- Working data

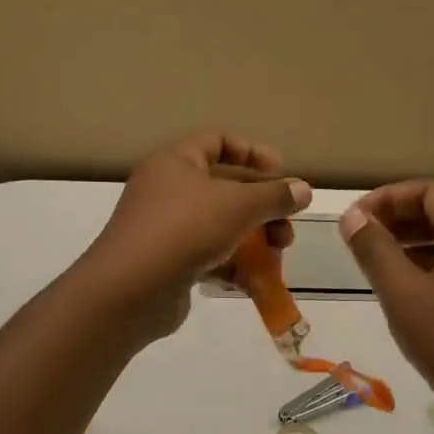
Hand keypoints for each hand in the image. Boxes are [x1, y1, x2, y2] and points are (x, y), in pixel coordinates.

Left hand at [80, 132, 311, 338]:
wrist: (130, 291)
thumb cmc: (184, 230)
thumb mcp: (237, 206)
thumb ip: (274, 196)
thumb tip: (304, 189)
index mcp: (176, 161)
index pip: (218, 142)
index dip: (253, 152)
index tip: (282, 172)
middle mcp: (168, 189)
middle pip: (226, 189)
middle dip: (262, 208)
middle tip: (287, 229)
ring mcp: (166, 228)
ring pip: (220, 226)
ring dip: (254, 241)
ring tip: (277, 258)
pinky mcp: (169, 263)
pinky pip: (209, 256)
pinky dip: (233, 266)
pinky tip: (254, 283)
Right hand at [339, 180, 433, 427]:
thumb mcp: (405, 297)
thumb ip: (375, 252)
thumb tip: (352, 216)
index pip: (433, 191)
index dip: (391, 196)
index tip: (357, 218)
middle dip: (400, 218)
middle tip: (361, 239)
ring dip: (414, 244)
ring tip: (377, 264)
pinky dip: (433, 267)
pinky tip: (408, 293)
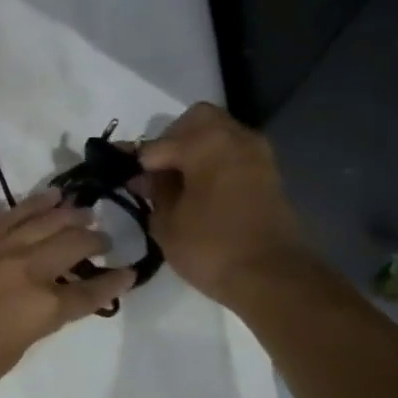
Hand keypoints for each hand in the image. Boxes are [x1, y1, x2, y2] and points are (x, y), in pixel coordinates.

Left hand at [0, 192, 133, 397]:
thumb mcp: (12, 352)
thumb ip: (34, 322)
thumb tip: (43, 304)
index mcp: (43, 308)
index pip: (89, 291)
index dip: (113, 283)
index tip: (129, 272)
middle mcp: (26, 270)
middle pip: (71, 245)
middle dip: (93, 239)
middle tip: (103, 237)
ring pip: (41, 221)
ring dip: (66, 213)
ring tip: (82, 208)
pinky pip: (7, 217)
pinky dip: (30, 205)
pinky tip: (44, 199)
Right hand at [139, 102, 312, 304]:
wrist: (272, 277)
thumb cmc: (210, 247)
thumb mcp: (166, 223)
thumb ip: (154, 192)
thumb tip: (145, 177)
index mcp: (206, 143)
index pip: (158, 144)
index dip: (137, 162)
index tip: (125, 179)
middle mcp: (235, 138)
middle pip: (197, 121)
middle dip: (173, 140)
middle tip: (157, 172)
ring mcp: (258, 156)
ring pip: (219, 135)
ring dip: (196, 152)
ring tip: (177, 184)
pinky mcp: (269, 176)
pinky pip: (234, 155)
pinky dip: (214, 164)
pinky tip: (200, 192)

- What you need to do
Copy out the lines above from the line containing "ring dip: (254, 241)" through the line containing "index tip: (125, 179)", exactly, and keep the pictures out.

- Exercise solution
ring dip: (254, 241)
ring tip: (277, 258)
pinky mcp: (169, 263)
pinky pip: (209, 256)
pinky dip: (233, 266)
pinky tip: (254, 283)
Right hand at [339, 180, 433, 427]:
thumb mcp: (405, 297)
thumb ip: (375, 252)
thumb tip: (352, 216)
index pip: (433, 191)
index dip: (391, 196)
index tip: (357, 218)
middle dip: (400, 218)
middle tip: (361, 239)
ring dip: (414, 244)
ring tip: (377, 264)
pinky dip: (433, 267)
pinky tip: (408, 293)
Hand keypoints for each hand in the image. Boxes are [x1, y1, x2, y2] and points are (x, y), in pixel coordinates.

Left hand at [0, 192, 133, 397]:
thumb mcp: (12, 352)
thumb ip: (34, 322)
thumb tip: (43, 304)
index mcp: (43, 308)
index pip: (89, 291)
index dip: (113, 283)
index tip: (129, 272)
middle mcp: (26, 270)
middle pip: (71, 245)
middle dip: (93, 239)
middle tip: (103, 237)
ring pip: (41, 221)
ring dip: (66, 213)
ring tip: (82, 208)
pinky pip: (7, 217)
pinky dip: (30, 205)
pinky tip: (44, 199)
Right hand at [139, 102, 312, 304]:
wrist: (272, 277)
thumb cmc: (210, 247)
thumb mcp: (166, 223)
thumb ip: (154, 192)
thumb tip: (145, 177)
index mcp: (206, 143)
index pip: (158, 144)
index dip: (137, 162)
index tip: (125, 179)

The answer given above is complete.